# PROBLEM REQUIREMENTS:
Exact reproduction is required for all entries.

# INPUT FOR THIS TASK:

* * *

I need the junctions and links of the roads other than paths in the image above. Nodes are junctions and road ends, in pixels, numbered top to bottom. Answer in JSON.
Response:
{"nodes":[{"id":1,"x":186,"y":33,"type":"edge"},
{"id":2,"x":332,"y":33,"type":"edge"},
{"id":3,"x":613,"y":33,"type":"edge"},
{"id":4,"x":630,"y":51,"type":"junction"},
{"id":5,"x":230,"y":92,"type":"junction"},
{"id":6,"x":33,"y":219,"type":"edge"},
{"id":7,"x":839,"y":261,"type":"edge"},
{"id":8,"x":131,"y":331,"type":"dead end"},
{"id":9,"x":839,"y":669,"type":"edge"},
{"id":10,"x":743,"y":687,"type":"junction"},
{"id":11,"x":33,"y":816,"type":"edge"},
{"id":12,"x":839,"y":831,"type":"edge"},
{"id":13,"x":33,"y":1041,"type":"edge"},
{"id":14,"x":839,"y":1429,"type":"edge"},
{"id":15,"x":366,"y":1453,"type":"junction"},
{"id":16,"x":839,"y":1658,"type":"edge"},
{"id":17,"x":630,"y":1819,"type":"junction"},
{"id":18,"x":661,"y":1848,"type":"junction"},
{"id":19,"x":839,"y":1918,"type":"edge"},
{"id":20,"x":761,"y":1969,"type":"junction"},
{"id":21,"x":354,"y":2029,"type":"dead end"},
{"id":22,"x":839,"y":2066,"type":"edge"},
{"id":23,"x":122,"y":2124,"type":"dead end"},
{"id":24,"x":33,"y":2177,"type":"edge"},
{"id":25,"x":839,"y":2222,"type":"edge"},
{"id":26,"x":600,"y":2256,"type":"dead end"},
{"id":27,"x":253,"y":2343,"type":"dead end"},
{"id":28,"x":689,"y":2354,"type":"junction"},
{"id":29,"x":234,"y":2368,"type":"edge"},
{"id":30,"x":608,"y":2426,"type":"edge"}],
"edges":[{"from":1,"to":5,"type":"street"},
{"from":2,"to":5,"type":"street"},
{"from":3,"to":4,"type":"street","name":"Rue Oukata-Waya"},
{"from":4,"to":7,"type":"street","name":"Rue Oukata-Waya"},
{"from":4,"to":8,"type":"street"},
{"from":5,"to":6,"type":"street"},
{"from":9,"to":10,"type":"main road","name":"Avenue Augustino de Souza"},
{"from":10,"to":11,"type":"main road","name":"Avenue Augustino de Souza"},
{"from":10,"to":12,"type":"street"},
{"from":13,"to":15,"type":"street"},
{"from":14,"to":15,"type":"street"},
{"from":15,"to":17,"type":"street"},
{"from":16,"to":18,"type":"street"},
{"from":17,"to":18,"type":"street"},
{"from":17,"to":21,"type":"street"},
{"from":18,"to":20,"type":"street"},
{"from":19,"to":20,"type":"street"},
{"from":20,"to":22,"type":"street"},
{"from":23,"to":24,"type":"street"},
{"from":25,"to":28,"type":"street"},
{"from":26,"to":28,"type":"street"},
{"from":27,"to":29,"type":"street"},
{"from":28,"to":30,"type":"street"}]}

* * *

# FINISHED EXERCISE:
I need the junctions and links of the roads other than paths in the image above. Nodes are junctions and road ends, in pixels, numbered top to bottom. Answer in JSON.
Response:
{"nodes":[{"id":1,"x":186,"y":33,"type":"edge"},
{"id":2,"x":332,"y":33,"type":"edge"},
{"id":3,"x":613,"y":33,"type":"edge"},
{"id":4,"x":630,"y":51,"type":"junction"},
{"id":5,"x":230,"y":92,"type":"junction"},
{"id":6,"x":33,"y":219,"type":"edge"},
{"id":7,"x":839,"y":261,"type":"edge"},
{"id":8,"x":131,"y":331,"type":"dead end"},
{"id":9,"x":839,"y":669,"type":"edge"},
{"id":10,"x":743,"y":687,"type":"junction"},
{"id":11,"x":33,"y":816,"type":"edge"},
{"id":12,"x":839,"y":831,"type":"edge"},
{"id":13,"x":33,"y":1041,"type":"edge"},
{"id":14,"x":839,"y":1429,"type":"edge"},
{"id":15,"x":366,"y":1453,"type":"junction"},
{"id":16,"x":839,"y":1658,"type":"edge"},
{"id":17,"x":630,"y":1819,"type":"junction"},
{"id":18,"x":661,"y":1848,"type":"junction"},
{"id":19,"x":839,"y":1918,"type":"edge"},
{"id":20,"x":761,"y":1969,"type":"junction"},
{"id":21,"x":354,"y":2029,"type":"dead end"},
{"id":22,"x":839,"y":2066,"type":"edge"},
{"id":23,"x":122,"y":2124,"type":"dead end"},
{"id":24,"x":33,"y":2177,"type":"edge"},
{"id":25,"x":839,"y":2222,"type":"edge"},
{"id":26,"x":600,"y":2256,"type":"dead end"},
{"id":27,"x":253,"y":2343,"type":"dead end"},
{"id":28,"x":689,"y":2354,"type":"junction"},
{"id":29,"x":234,"y":2368,"type":"edge"},
{"id":30,"x":608,"y":2426,"type":"edge"}],
"edges":[{"from":1,"to":5,"type":"street"},
{"from":2,"to":5,"type":"street"},
{"from":3,"to":4,"type":"street","name":"Rue Oukata-Waya"},
{"from":4,"to":7,"type":"street","name":"Rue Oukata-Waya"},
{"from":4,"to":8,"type":"street"},
{"from":5,"to":6,"type":"street"},
{"from":9,"to":10,"type":"main road","name":"Avenue Augustino de Souza"},
{"from":10,"to":11,"type":"main road","name":"Avenue Augustino de Souza"},
{"from":10,"to":12,"type":"street"},
{"from":13,"to":15,"type":"street"},
{"from":14,"to":15,"type":"street"},
{"from":15,"to":17,"type":"street"},
{"from":16,"to":18,"type":"street"},
{"from":17,"to":18,"type":"street"},
{"from":17,"to":21,"type":"street"},
{"from":18,"to":20,"type":"street"},
{"from":19,"to":20,"type":"street"},
{"from":20,"to":22,"type":"street"},
{"from":23,"to":24,"type":"street"},
{"from":25,"to":28,"type":"street"},
{"from":26,"to":28,"type":"street"},
{"from":27,"to":29,"type":"street"},
{"from":28,"to":30,"type":"street"}]}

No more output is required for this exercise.